Chromosomes are mosaics of ancestral and horizontally transmitted sequences [15]. Genomes evolve by acquiring new sequences through duplications, inversions, horizontal genetic transfers, transposition events, and rearrangements (duplications and inversions), and ulterior divergence [15–19]. The widespread occurrence of palindromes and their biological relevance in genetic regulation and RNA structure and function indicates that inversions played a crucial role in the diversification of the portfolio of biological opportunities at the polynucleotide level throughout evolution [20,21]. Princoms offer a new way for detecting generalized lateral transfer among kingdoms, taxa, and species. Lateral gene transfer is a significant mechanism in the evolution (diversification and speciation) of bacterial genomes, introducing traits of antibiotic resistance, virulence attributes, and metabolic properties, and accounts for the ability of bacteria to exploit new environments [22]. So far, the detection and identification of cases of lateral gene transfer in bacteria relays on the finding of unusually high degrees of similarity between the donor and the recipient strains, atypical base compositions, and patterns of codon usage bias, as well as the detection of vestiges of genetic elements involved in their transference and integration. However, this approach is restricted to cases in which the putative recipient and the donor species (or taxons) are known, and is prone to underestimate the actual number of transferred genes [15]. On the other hand, princoms allow the detection of small lateral transfers. Since the statistical methods used so far to draw protein phylogenetic trees do not take into consideration the horizontal transfer of dincoms and their corresponding princoms, new approaches are needed for inferring the historical patterns of protein evolution, including their estimated time of grafting. This would provide a more refined appraisal of the tempo of evolution and reflect the multiple sources of genetic material from which a given protein family derives its contemporary structure.

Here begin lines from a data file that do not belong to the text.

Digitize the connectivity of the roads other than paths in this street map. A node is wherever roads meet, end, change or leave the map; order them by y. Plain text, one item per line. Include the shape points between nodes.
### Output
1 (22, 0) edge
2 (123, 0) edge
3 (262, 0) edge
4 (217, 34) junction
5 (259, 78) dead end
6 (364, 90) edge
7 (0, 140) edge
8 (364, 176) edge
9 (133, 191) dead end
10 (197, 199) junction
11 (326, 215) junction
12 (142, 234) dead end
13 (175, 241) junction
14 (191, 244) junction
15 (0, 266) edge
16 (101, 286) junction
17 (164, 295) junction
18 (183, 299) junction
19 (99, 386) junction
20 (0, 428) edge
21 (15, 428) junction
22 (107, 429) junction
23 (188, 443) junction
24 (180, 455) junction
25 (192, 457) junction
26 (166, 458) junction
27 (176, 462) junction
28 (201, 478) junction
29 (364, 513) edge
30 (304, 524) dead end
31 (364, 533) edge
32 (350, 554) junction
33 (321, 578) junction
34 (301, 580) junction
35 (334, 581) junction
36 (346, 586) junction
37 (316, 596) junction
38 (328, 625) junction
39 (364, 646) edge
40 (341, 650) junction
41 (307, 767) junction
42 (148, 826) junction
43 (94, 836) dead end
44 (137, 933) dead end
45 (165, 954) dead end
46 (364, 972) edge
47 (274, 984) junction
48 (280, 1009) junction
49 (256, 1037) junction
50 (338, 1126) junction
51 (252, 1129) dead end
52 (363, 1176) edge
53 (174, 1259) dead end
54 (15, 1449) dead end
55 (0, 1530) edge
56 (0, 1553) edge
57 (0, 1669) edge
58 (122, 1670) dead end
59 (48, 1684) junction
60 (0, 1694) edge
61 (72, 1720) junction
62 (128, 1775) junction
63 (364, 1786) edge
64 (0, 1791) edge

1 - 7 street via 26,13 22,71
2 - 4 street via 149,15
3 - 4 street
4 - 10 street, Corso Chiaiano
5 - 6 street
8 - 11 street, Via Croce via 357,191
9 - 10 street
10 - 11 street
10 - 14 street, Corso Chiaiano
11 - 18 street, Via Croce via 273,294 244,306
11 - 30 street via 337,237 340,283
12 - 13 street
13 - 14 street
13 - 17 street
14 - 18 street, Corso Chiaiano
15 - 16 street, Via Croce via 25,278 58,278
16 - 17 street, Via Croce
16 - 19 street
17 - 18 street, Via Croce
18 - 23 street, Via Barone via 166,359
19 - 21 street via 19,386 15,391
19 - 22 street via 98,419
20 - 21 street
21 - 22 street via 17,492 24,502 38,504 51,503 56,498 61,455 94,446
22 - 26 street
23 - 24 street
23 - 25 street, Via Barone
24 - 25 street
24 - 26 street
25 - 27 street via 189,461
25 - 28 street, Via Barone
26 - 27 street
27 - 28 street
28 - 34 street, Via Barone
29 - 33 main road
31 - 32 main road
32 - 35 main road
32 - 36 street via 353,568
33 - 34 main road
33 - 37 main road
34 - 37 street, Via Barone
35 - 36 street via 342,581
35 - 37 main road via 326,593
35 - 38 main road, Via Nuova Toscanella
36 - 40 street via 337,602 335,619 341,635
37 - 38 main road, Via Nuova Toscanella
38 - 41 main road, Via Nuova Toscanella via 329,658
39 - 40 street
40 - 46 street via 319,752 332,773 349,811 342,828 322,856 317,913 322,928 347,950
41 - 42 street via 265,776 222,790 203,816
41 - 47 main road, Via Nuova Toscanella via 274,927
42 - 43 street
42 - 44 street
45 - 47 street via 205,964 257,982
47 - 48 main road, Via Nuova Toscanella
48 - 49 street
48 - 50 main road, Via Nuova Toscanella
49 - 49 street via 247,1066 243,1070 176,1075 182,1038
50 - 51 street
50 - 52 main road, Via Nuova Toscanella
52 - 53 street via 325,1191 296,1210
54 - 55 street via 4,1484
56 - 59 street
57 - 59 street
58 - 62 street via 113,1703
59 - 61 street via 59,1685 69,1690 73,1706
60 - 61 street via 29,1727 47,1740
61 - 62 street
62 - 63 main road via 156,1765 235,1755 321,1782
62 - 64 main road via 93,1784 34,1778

The existence of princoms pairs implies the existence of DNA inverse complementary sequences (dincoms pairs), and their corresponding RNA inverse complementary sequences (rincoms pairs). The existence of families of short, non-coding RNAs having the characteristics of rincoms has been recently reported [23–27]. Rincoms can generate self-folding sequences that can change alternative splicing targets, give raise to anti-sense RNA and post-transcriptional gene silencing (PTGS) structures, form regulatory hairpins in primary transcripts and messenger RNAs and thus affect the expression of genes and the rate of protein synthesis.